10. A device according to claim 9, characterised by means (C) for preparing an alphanumeric code.

11. A device according to claim 9 or 10, characterised in that to the second means (W) which indicate the presence of a person from whom the body feature has been recorded one connects one or more means (A1, A2, A3) specifying the signals and/or the data, and the signals at the output of this or these are grouped together into a data sequence.

12. A device according to claim 9, characterised in that the first means comprises a row of thermal sensors (1) for recording a thermal fingerprint as well as evaluation means (3), and that the second means comprises a microphone.

13. A device according to claim 12, characterised in that the second means additionally comprises processor means for determining a Fourier spectrum of pulse sounds.

14. A method for transferring data between a client (X) and a contractor (Y) with the help of a communication connection, characterised by the following steps:

a) creating a first connection between the client and a central certification location (31)

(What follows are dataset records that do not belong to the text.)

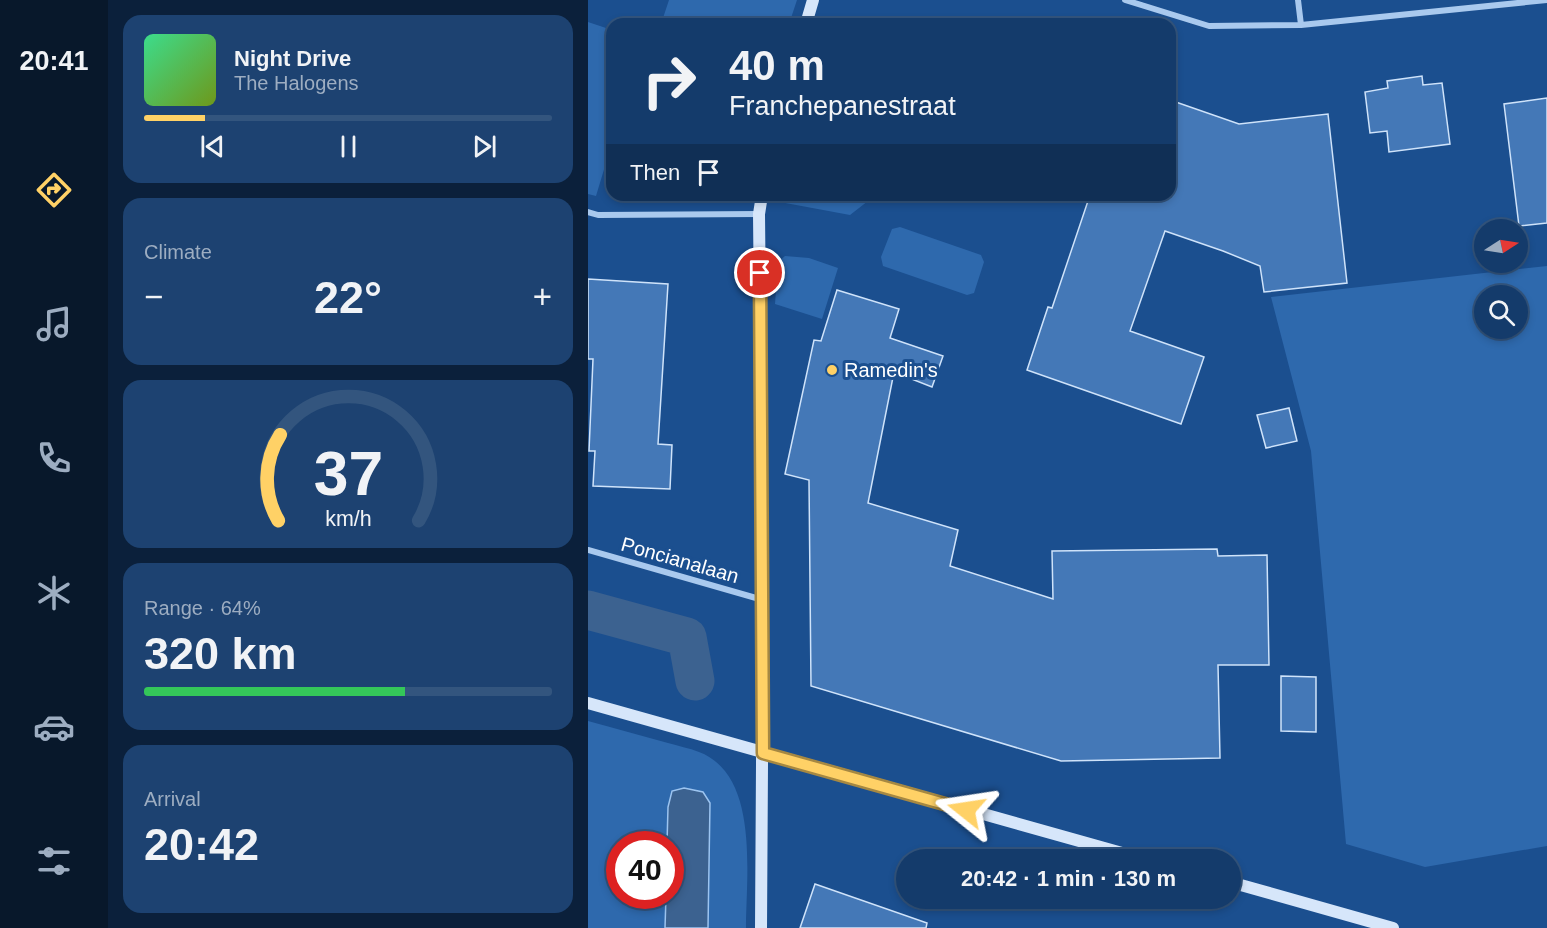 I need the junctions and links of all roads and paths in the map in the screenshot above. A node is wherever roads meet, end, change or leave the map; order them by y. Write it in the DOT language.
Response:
graph roads {
  1 [pos="813,0"];
  2 [pos="1125,0"];
  3 [pos="1299,0"];
  4 [pos="1547,0"];
  5 [pos="808,18"];
  6 [pos="1301,25"];
  7 [pos="761,201"];
  8 [pos="588,212"];
  9 [pos="759,214"];
  10 [pos="588,550"];
  11 [pos="763,600"];
  12 [pos="588,703"];
  13 [pos="763,753"];
  14 [pos="1108,849"];
  15 [pos="1241,885"];
  16 [pos="761,928"];
  17 [pos="1394,928"];
  1 -- 5 [label="street"];
  2 -- 6 [label="street"];
  3 -- 6 [label="street"];
  4 -- 6 [label="street"];
  7 -- 9 [label="street"];
  8 -- 9 [label="street"];
  9 -- 11 [label="street"];
  10 -- 11 [label="street, Poncianalaan"];
  11 -- 13 [label="street"];
  12 -- 13 [label="street"];
  13 -- 14 [label="street"];
  13 -- 16 [label="street"];
  15 -- 17 [label="street"];
}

b) determining body-specific data (F) and data which characterise (W) the presence of the client (X),

c) forming a data combination (u) as an electronic signature,

d) transferring this data combination (u) to the central certification location via the first connection

e) verifying the identity of the client by the central certification location by way of the data combination (u)

f) creating a second connection between the central certification location (31) and the contractor (X)

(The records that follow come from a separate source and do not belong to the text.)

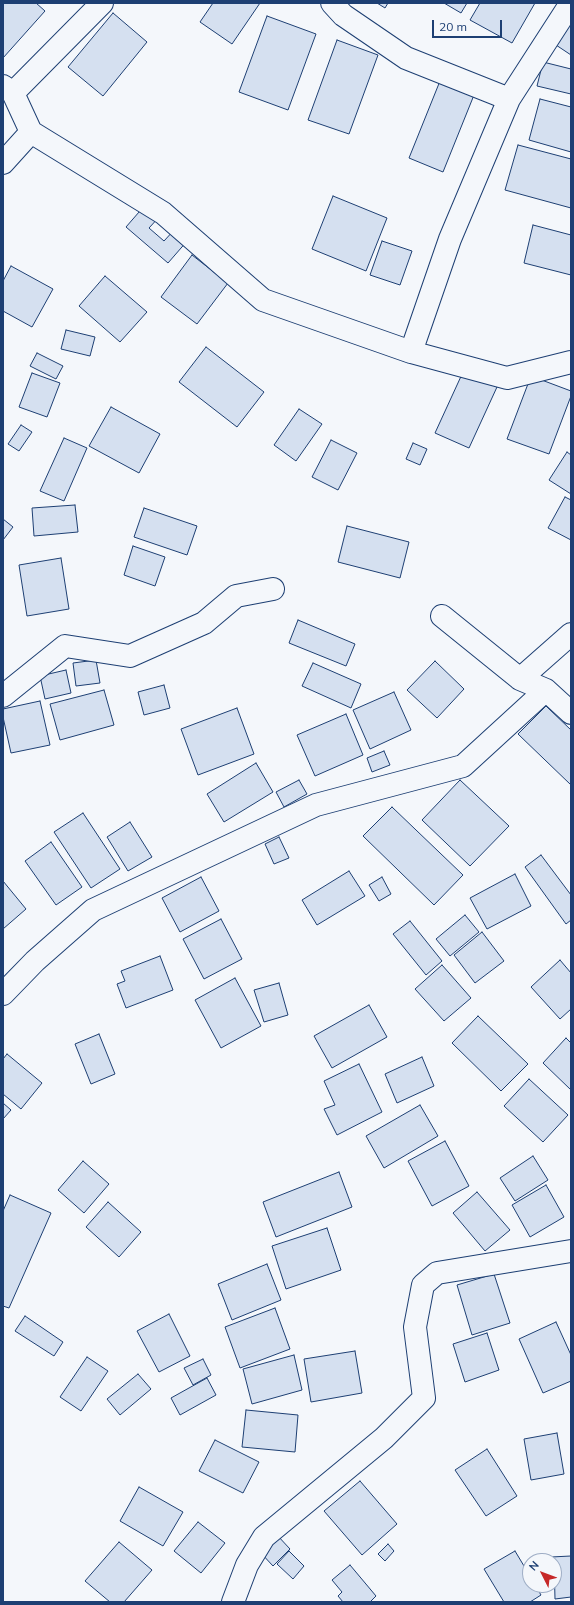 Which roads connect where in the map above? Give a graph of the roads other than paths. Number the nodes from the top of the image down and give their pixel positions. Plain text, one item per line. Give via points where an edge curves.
1 (102, 3) edge
2 (332, 3) edge
3 (571, 3) edge
4 (8, 90) edge
5 (509, 99) junction
6 (31, 132) junction
7 (3, 163) edge
8 (411, 352) junction
9 (571, 362) edge
10 (273, 589) dead end
11 (442, 616) dead end
12 (571, 634) edge
13 (520, 679) junction
14 (546, 690) junction
15 (3, 696) edge
16 (571, 712) edge
17 (3, 994) edge
18 (571, 1251) edge
19 (233, 1602) edge

1 - 4 street
2 - 5 street via 343,15 406,58
3 - 5 street
4 - 6 street
5 - 8 street via 450,239
6 - 7 street
6 - 8 street via 163,213 263,300
8 - 9 street via 507,378
10 - 15 street via 236,596 204,623 130,656 65,646
11 - 13 street
12 - 13 street
13 - 14 street
14 - 16 street
14 - 17 street via 463,766 316,805 92,910 35,961
18 - 19 street via 437,1272 422,1285 415,1327 424,1398 384,1438 264,1537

g) creating a third connection between the client and the contractor, and cancelling the first and second connection

h) data exchange between the client and the contractor via the third connection.

15. A method according to claim 14, characterised in that simultaneously to step g) or after step g) one creates a verification data set which contains an identification of the client, for example the data combination (u) as his electronic signature, as well as an identification of an access-authorised person of the contractor, for the electronic signature of this.

16. A method according to claim 14 or 15, characterised in that in step d) additionally a code identifying the means for determining the body-specific data (F) and/or the means for determining the data (W) characterising the presence is transmitted.

17. A method according to one of the claims 14 to 16, characterised in that the data in step d) is transmitted in an encrypted manner, wherein one uses a time-dependent key.